One last chance. That is what Nazem Kadri has after signing a one-year contract with the Toronto Maple Leafs worth $4.1 million.
Since being drafted seventh overall in the 2009 NHL Entry Draft, Kadri has only proven that he is an enigma. He’s had his successes, but for every time he succeeded, he has also failed.
If you’ve ever seen a Kadri interview, or any part of Leafs management talk about Kadri, you get the feeling that he thinks very highly of himself. He believes that he should be a No. 1 center. Well, has he given the Leafs a reason to think that he is that for the Leafs?
Lets take a look at Kadri’s statistics over his career.
His highest goal total in one season is 20, achieved only once, in the 2013-14 season. While achieving 20 goals is nice for some players, you’d have to think that Kadri believes he can score more. That season also brought his highest point total, which is 50. All that was good for was 90th place overall in scoring.
That was followed up by this past season’s stinker of a campaign. While it’s hard to knock him for last season, since every Leaf had a down year, it was still a bad display. His point output dropped to 39. He still managed to score 18 goals, though.
When you consider points-per-game percentage, it gets even worse for Kadri. Last season, his P/GP was .534. If you consider his entire career, it’s .604.
If he’s better than let’s say, Tyler Bozak, then why does Bozak eclipse him in both situations? Bozak’s P/GP was .597 last season and over his career it’s .613. Those totals only prove that Kadri is roughly on the same level as Bozak.
Now, one thing that Kadri has going for him is the fact that he is one of the best at drawing penalties. Three of the past four seasons, the Leafs have been in the bottom half of the NHL when it comes to power-play percentage. So while Kadri is great at giving the Leafs opportunities, they haven’t been really good at seizing those opportunities.
Now, this isn’t saying Kadri is a bad player — far from it. Until he proves otherwise, he just isn’t as good as he or fans thought.
Ramifications Of A One-Year Deal
One more thing to consider: what if Kadri breaks out this season? What if he has a breakout year and finally puts the negative things about his game on and off the ice away? What if that causes another NHL team to want to trade for him? Remember, this is only a one-year deal. That means, if the Leafs don’t sign him to another extension before the trade deadline, you can bet his name will be out there as a rental.
The name of the game the Leafs have been playing in this free-agency period has largely been signing players to short-term deals that can be easily moved at the deadline for picks or prospects. While the Leafs’ other signings wouldn’t bring back more than a third-round pick, second at most, Kadri is another story. He could possibly fetch the Leafs a first rounder if he performs well enough, otherwise a top prospect would be a good return.

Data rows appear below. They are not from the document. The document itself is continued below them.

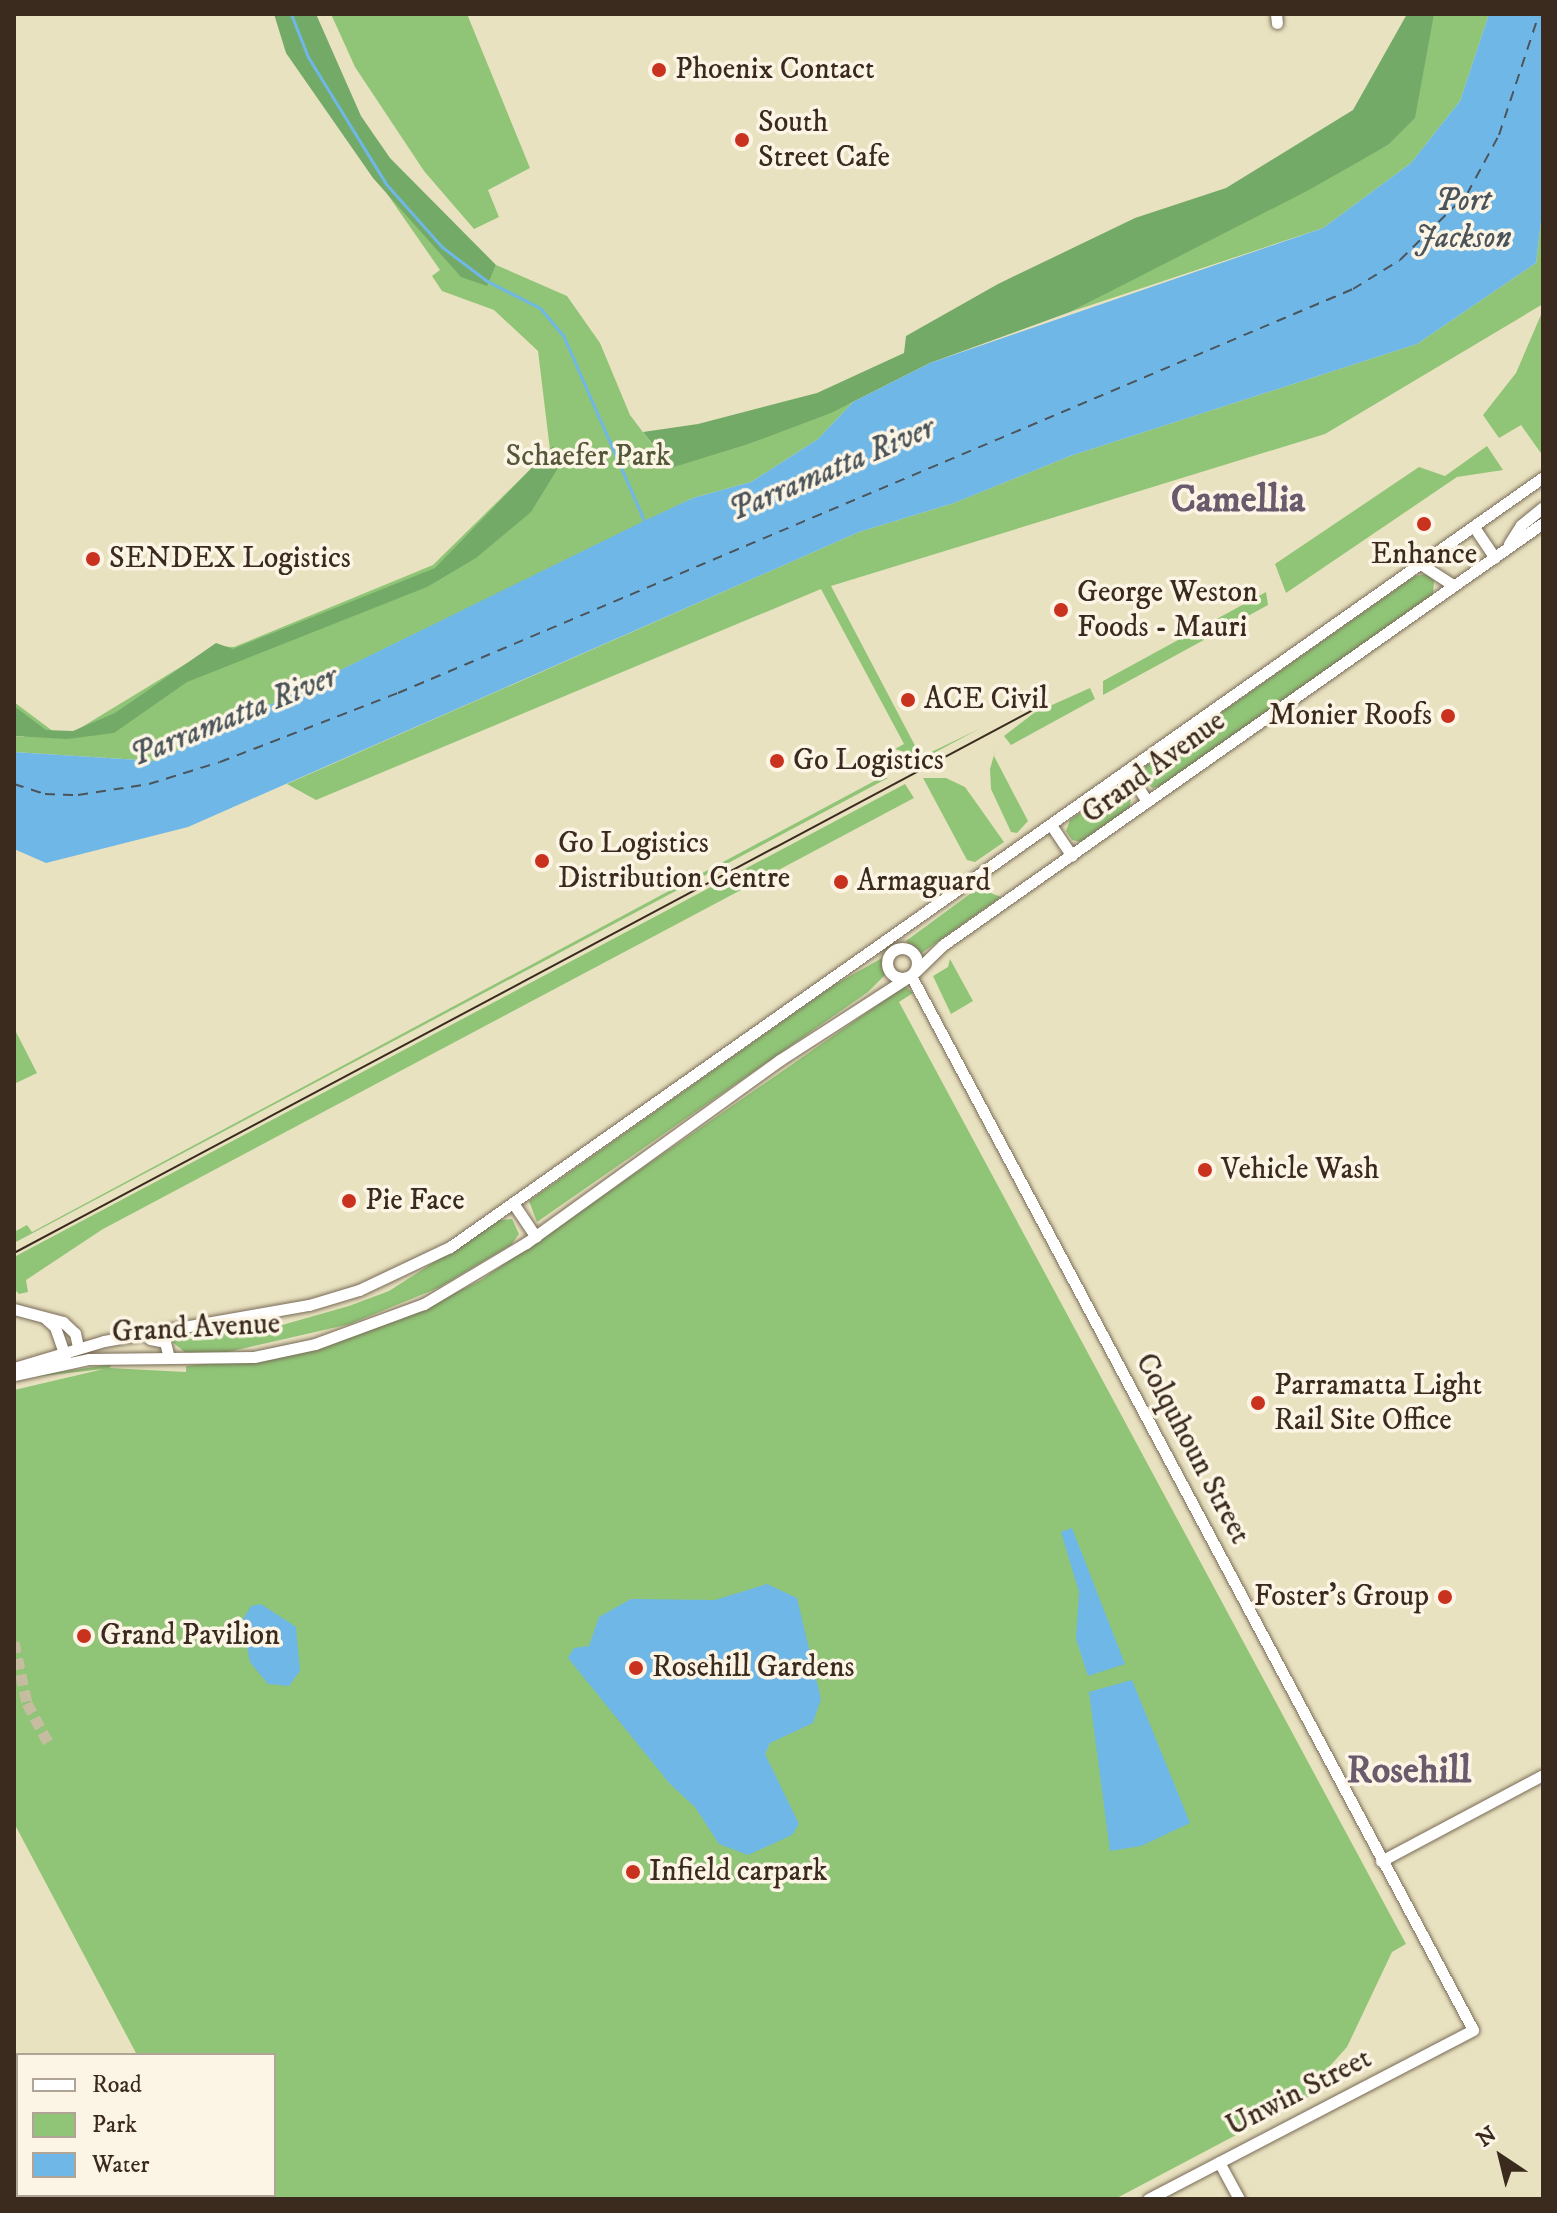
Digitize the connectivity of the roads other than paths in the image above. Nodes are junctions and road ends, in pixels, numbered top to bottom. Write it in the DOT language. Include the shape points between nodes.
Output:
graph roads {
  1 [pos="1543,477"];
  2 [pos="1543,507"];
  3 [pos="1543,523"];
  4 [pos="1474,527"];
  5 [pos="1500,554"];
  6 [pos="1422,565"];
  7 [pos="1454,586"];
  8 [pos="1128,771"];
  9 [pos="1147,802"];
  10 [pos="1051,825"];
  11 [pos="1072,856"];
  12 [pos="963,887"];
  13 [pos="891,948"];
  14 [pos="910,976"];
  15 [pos="827,985"];
  16 [pos="515,1206"];
  17 [pos="536,1237"];
  18 [pos="14,1309"];
  19 [pos="44,1318"];
  20 [pos="110,1340"];
  21 [pos="78,1347"];
  22 [pos="60,1353"];
  23 [pos="169,1358"];
  24 [pos="72,1361"];
  25 [pos="14,1368"];
  26 [pos="14,1375"];
  27 [pos="1543,1775"];
  28 [pos="1381,1861"];
  29 [pos="1473,2030"];
  30 [pos="1219,2162"];
  31 [pos="1148,2199"];
  32 [pos="1239,2199"];
  1 -- 4 [label="street, Grand Avenue"];
  2 -- 5 [label="street" via="1521,525"];
  3 -- 5 [label="street, Grand Avenue"];
  4 -- 5 [label="street"];
  4 -- 6 [label="street, Grand Avenue"];
  5 -- 7 [label="street, Grand Avenue"];
  6 -- 7 [label="street"];
  6 -- 8 [label="street, Grand Avenue"];
  7 -- 9 [label="street, Grand Avenue"];
  8 -- 9 [label="street"];
  8 -- 10 [label="street, Grand Avenue"];
  9 -- 11 [label="street, Grand Avenue"];
  10 -- 11 [label="street"];
  10 -- 12 [label="street, Grand Avenue"];
  11 -- 14 [label="street, Grand Avenue" via="943,945"];
  12 -- 13 [label="street, Grand Avenue"];
  12 -- 15 [label="street, Grand Avenue"];
  13 -- 14 [label="street" via="889,966"];
  13 -- 14 [label="street" via="910,952"];
  13 -- 15 [label="street, Grand Avenue"];
  14 -- 17 [label="street, Grand Avenue" via="780,1060"];
  14 -- 28 [label="street, Colquhoun Street"];
  15 -- 16 [label="street, Grand Avenue"];
  16 -- 17 [label="street"];
  16 -- 20 [label="street, Grand Avenue" via="450,1247 359,1290 271,1314"];
  17 -- 23 [label="street, Grand Avenue" via="474,1278 364,1328 254,1357"];
  18 -- 19 [label="street"];
  19 -- 21 [label="street" via="67,1325"];
  19 -- 22 [label="street" via="57,1330"];
  20 -- 21 [label="street, Grand Avenue"];
  20 -- 23 [label="street" via="157,1339 166,1344"];
  21 -- 22 [label="street, Grand Avenue"];
  21 -- 24 [label="street, Grand Avenue"];
  22 -- 24 [label="street"];
  22 -- 25 [label="street, Grand Avenue"];
  23 -- 24 [label="street, Grand Avenue"];
  24 -- 26 [label="street, Grand Avenue"];
  27 -- 28 [label="street"];
  28 -- 29 [label="street, Colquhoun Street"];
  29 -- 30 [label="street, Unwin Street"];
  30 -- 31 [label="street, Unwin Street"];
  30 -- 32 [label="street"];
}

This new contract will prove one thing: whether or not he will be a Maple Leaf past this season. If he performs well, they could elect to keep him in the fold long term. However, the same thing that will keep him in Toronto long term is the same thing that could see him not even finish the season with the Leafs.
One thing is for sure: the story of this Maple Leafs’ season will have a lot to do with what happens with Kadri.